→ WHAT IS BEING ASKED:
Wherever the string "main" turns up in the data, copy the whole line.

····················

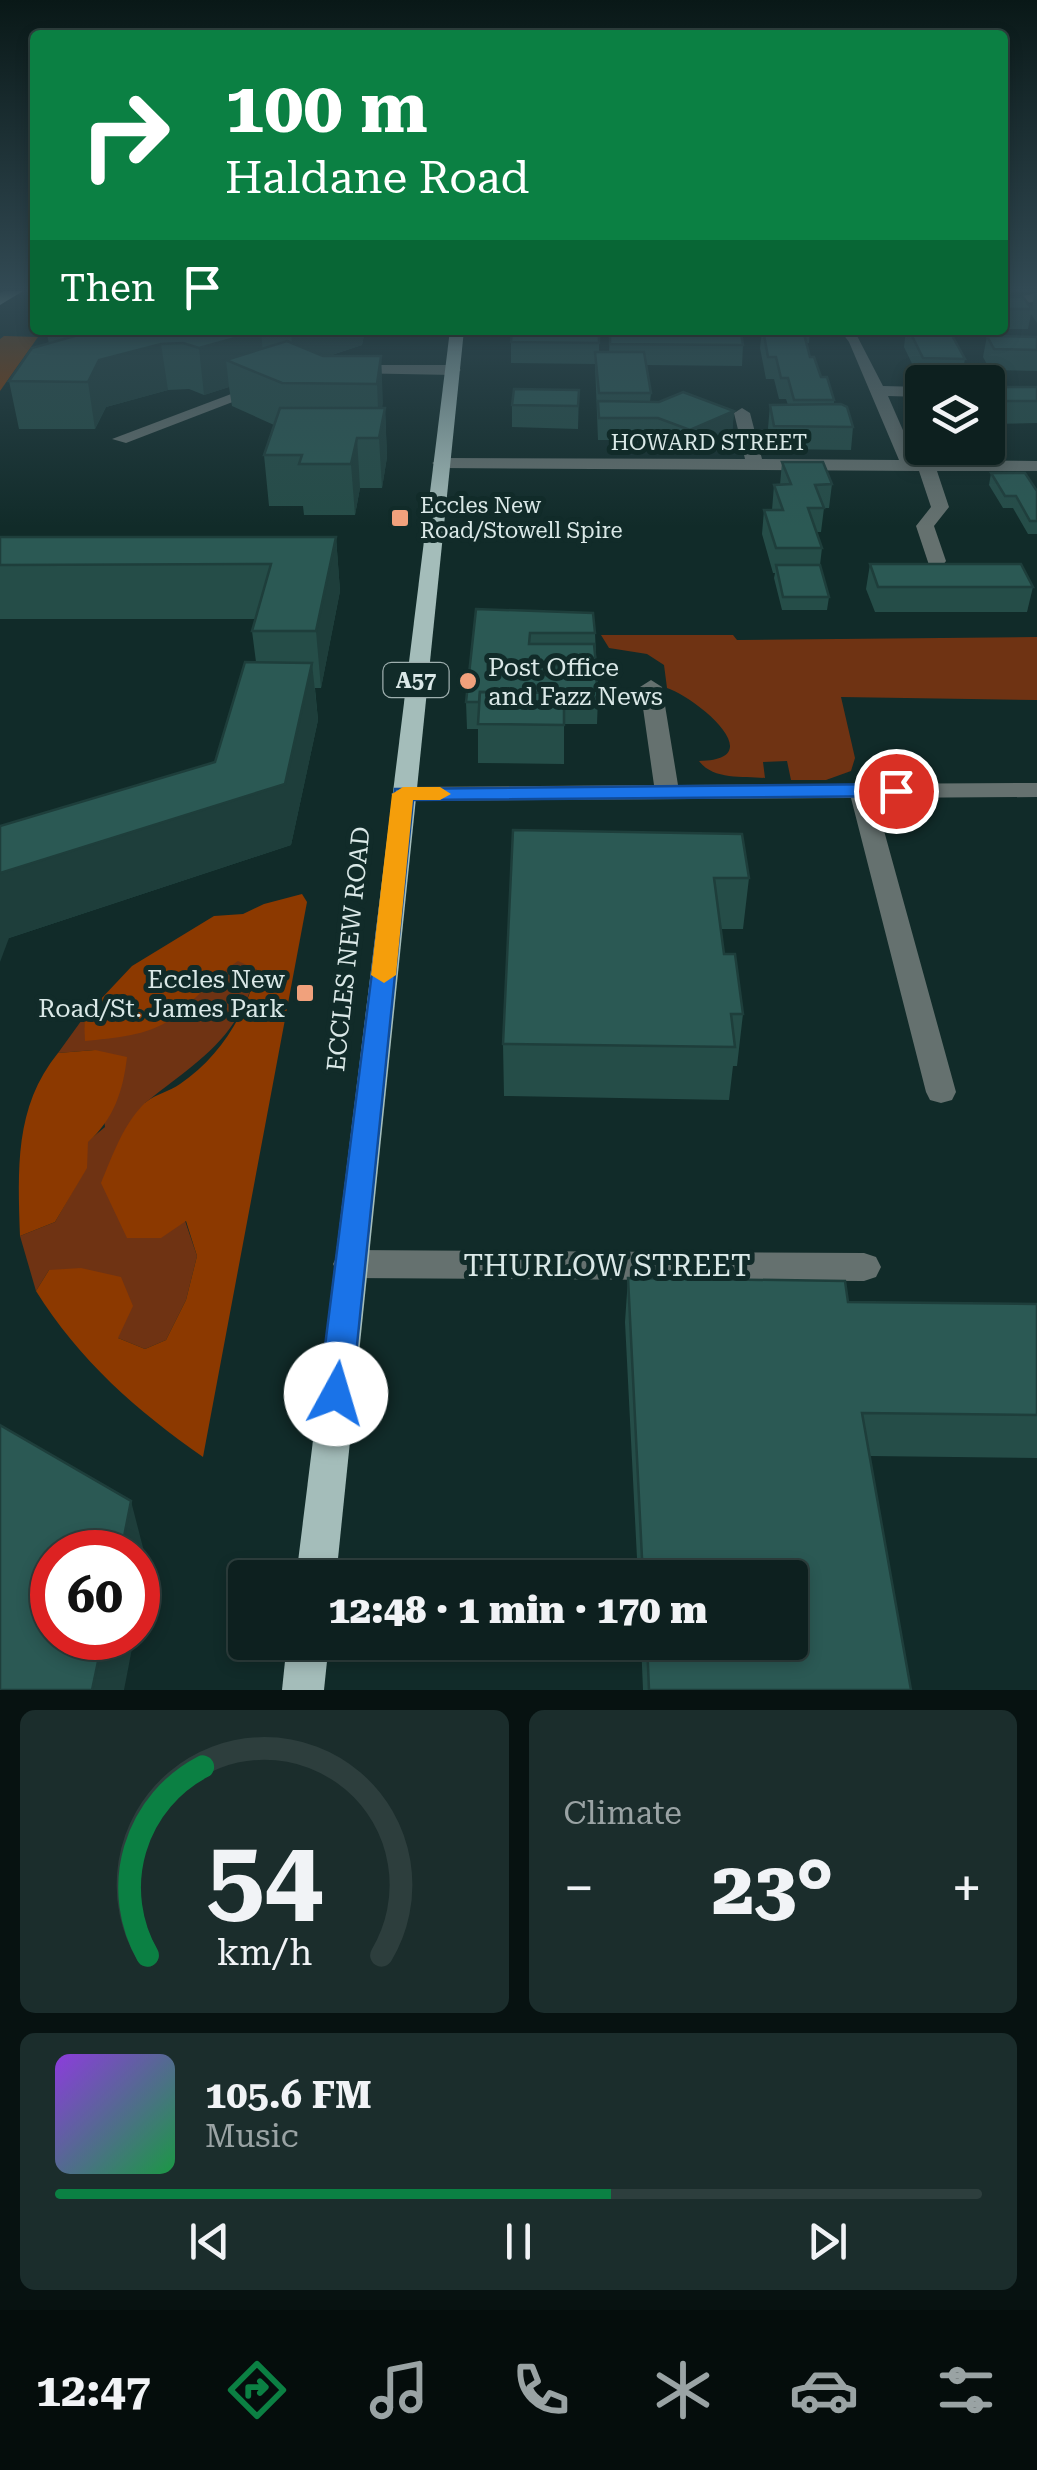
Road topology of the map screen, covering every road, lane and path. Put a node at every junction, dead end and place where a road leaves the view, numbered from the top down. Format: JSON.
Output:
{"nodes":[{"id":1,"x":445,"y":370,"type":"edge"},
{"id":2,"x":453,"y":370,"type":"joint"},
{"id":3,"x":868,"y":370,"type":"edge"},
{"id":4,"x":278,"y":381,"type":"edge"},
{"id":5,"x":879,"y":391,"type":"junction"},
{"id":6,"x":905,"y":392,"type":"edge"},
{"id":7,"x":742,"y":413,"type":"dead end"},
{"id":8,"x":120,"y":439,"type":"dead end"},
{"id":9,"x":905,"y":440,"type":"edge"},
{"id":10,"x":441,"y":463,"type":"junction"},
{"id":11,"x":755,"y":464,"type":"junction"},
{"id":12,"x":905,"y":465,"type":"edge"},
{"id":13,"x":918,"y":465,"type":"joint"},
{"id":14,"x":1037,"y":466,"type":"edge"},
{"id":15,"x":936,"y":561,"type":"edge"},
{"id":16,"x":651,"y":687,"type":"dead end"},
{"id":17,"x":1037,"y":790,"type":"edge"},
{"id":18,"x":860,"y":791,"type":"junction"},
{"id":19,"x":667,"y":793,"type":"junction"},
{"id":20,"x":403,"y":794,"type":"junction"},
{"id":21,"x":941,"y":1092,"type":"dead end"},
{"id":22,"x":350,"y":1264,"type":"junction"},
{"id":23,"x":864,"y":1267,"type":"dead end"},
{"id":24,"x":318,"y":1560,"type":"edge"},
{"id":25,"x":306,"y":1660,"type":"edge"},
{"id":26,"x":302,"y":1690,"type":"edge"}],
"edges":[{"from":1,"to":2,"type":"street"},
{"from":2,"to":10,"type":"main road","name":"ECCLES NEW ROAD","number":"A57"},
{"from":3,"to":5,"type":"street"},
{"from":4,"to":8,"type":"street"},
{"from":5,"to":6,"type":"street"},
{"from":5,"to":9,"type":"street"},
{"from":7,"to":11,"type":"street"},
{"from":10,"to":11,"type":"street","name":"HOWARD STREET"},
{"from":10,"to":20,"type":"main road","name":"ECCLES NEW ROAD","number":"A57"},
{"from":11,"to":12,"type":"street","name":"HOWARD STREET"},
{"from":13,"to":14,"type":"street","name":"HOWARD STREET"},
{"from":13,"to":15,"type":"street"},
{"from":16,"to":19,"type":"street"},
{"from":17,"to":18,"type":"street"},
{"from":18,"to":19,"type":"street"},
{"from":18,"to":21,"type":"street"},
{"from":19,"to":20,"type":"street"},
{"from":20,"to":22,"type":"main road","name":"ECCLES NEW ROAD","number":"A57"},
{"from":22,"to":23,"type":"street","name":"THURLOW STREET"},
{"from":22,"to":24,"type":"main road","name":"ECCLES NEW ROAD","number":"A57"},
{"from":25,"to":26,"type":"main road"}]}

····················

→ TASK RESULT:
{"from":2,"to":10,"type":"main road","name":"ECCLES NEW ROAD","number":"A57"},
{"from":10,"to":20,"type":"main road","name":"ECCLES NEW ROAD","number":"A57"},
{"from":20,"to":22,"type":"main road","name":"ECCLES NEW ROAD","number":"A57"},
{"from":22,"to":24,"type":"main road","name":"ECCLES NEW ROAD","number":"A57"},
{"from":25,"to":26,"type":"main road"}]}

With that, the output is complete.